Task to carry out
This exercise calls for retyping every line below exactly, with the images omitted.
————
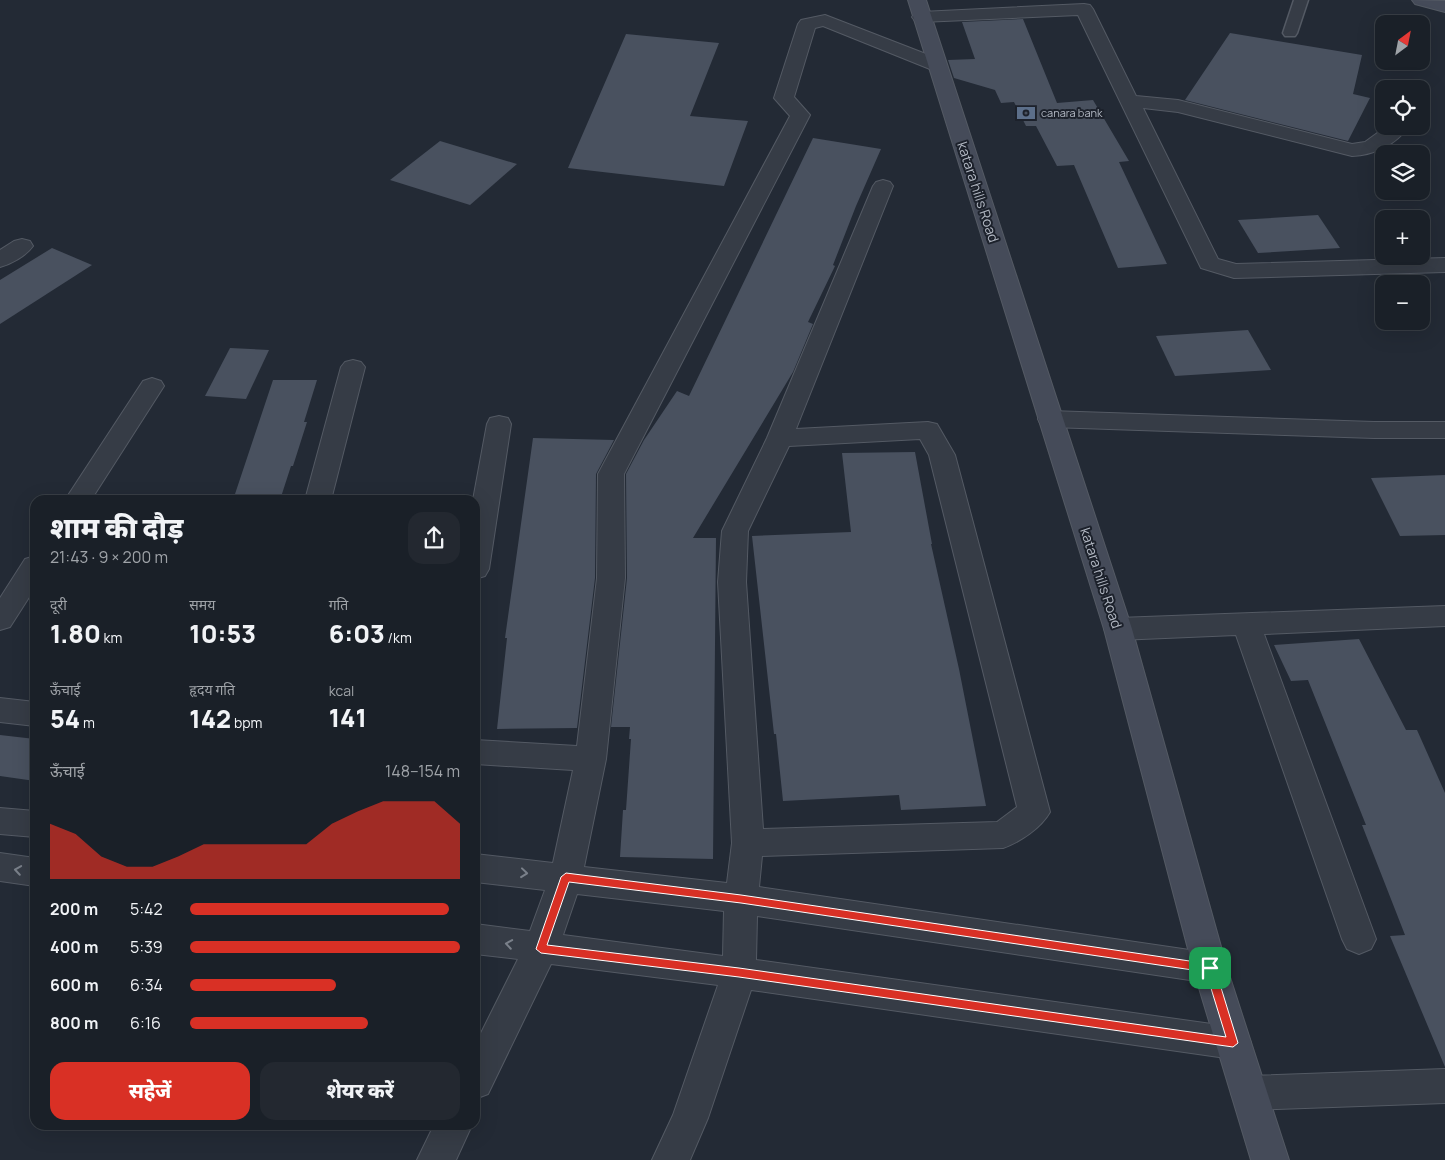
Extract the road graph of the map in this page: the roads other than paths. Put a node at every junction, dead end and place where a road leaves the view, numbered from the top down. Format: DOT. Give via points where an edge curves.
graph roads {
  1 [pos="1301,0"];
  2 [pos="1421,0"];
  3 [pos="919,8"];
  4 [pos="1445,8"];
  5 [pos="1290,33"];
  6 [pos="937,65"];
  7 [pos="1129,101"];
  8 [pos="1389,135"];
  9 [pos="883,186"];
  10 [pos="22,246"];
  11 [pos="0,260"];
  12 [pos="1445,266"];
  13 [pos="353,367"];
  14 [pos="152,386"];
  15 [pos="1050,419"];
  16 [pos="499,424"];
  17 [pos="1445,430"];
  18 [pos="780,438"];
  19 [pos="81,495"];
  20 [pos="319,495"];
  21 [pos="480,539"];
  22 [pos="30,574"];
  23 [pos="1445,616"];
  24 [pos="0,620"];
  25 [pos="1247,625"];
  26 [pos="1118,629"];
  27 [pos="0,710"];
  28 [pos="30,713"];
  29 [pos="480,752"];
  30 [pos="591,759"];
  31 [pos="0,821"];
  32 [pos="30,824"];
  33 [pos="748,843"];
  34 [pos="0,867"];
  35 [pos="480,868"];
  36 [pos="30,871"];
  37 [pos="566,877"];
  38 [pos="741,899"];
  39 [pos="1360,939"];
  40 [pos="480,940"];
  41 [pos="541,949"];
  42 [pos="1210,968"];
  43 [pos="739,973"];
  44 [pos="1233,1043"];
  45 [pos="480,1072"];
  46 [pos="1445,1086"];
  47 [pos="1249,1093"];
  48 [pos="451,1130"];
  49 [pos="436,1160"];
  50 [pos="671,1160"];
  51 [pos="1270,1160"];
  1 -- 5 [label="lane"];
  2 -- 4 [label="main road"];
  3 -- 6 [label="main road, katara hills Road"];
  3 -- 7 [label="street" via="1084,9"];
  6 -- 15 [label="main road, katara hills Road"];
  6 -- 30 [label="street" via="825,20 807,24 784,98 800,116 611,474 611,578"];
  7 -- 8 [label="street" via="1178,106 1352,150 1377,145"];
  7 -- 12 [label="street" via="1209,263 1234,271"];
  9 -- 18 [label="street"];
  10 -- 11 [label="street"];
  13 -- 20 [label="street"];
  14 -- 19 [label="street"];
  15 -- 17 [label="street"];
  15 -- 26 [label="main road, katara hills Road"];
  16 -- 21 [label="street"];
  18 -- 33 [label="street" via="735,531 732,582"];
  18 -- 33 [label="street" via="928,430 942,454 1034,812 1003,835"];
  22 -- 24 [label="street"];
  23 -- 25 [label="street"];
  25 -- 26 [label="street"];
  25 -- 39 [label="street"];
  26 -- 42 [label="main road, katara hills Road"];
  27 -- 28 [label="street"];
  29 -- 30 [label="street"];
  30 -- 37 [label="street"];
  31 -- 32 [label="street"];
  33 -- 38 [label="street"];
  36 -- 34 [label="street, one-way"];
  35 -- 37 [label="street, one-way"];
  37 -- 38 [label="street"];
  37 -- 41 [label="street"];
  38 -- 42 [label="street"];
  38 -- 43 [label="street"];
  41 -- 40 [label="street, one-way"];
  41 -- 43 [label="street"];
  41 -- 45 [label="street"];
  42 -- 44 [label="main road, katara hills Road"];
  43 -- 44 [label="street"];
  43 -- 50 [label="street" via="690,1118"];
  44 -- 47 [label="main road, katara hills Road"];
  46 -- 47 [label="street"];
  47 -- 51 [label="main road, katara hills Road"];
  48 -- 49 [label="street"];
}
————
Result for this exercise
Extract the road graph of the map in this page: the roads other than paths. Put a node at every junction, dead end and place where a road leaves the view, numbered from the top down. Format: DOT. Give via points where an edge curves.
graph roads {
  1 [pos="1301,0"];
  2 [pos="1421,0"];
  3 [pos="919,8"];
  4 [pos="1445,8"];
  5 [pos="1290,33"];
  6 [pos="937,65"];
  7 [pos="1129,101"];
  8 [pos="1389,135"];
  9 [pos="883,186"];
  10 [pos="22,246"];
  11 [pos="0,260"];
  12 [pos="1445,266"];
  13 [pos="353,367"];
  14 [pos="152,386"];
  15 [pos="1050,419"];
  16 [pos="499,424"];
  17 [pos="1445,430"];
  18 [pos="780,438"];
  19 [pos="81,495"];
  20 [pos="319,495"];
  21 [pos="480,539"];
  22 [pos="30,574"];
  23 [pos="1445,616"];
  24 [pos="0,620"];
  25 [pos="1247,625"];
  26 [pos="1118,629"];
  27 [pos="0,710"];
  28 [pos="30,713"];
  29 [pos="480,752"];
  30 [pos="591,759"];
  31 [pos="0,821"];
  32 [pos="30,824"];
  33 [pos="748,843"];
  34 [pos="0,867"];
  35 [pos="480,868"];
  36 [pos="30,871"];
  37 [pos="566,877"];
  38 [pos="741,899"];
  39 [pos="1360,939"];
  40 [pos="480,940"];
  41 [pos="541,949"];
  42 [pos="1210,968"];
  43 [pos="739,973"];
  44 [pos="1233,1043"];
  45 [pos="480,1072"];
  46 [pos="1445,1086"];
  47 [pos="1249,1093"];
  48 [pos="451,1130"];
  49 [pos="436,1160"];
  50 [pos="671,1160"];
  51 [pos="1270,1160"];
  1 -- 5 [label="lane"];
  2 -- 4 [label="main road"];
  3 -- 6 [label="main road, katara hills Road"];
  3 -- 7 [label="street" via="1084,9"];
  6 -- 15 [label="main road, katara hills Road"];
  6 -- 30 [label="street" via="825,20 807,24 784,98 800,116 611,474 611,578"];
  7 -- 8 [label="street" via="1178,106 1352,150 1377,145"];
  7 -- 12 [label="street" via="1209,263 1234,271"];
  9 -- 18 [label="street"];
  10 -- 11 [label="street"];
  13 -- 20 [label="street"];
  14 -- 19 [label="street"];
  15 -- 17 [label="street"];
  15 -- 26 [label="main road, katara hills Road"];
  16 -- 21 [label="street"];
  18 -- 33 [label="street" via="735,531 732,582"];
  18 -- 33 [label="street" via="928,430 942,454 1034,812 1003,835"];
  22 -- 24 [label="street"];
  23 -- 25 [label="street"];
  25 -- 26 [label="street"];
  25 -- 39 [label="street"];
  26 -- 42 [label="main road, katara hills Road"];
  27 -- 28 [label="street"];
  29 -- 30 [label="street"];
  30 -- 37 [label="street"];
  31 -- 32 [label="street"];
  33 -- 38 [label="street"];
  36 -- 34 [label="street, one-way"];
  35 -- 37 [label="street, one-way"];
  37 -- 38 [label="street"];
  37 -- 41 [label="street"];
  38 -- 42 [label="street"];
  38 -- 43 [label="street"];
  41 -- 40 [label="street, one-way"];
  41 -- 43 [label="street"];
  41 -- 45 [label="street"];
  42 -- 44 [label="main road, katara hills Road"];
  43 -- 44 [label="street"];
  43 -- 50 [label="street" via="690,1118"];
  44 -- 47 [label="main road, katara hills Road"];
  46 -- 47 [label="street"];
  47 -- 51 [label="main road, katara hills Road"];
  48 -- 49 [label="street"];
}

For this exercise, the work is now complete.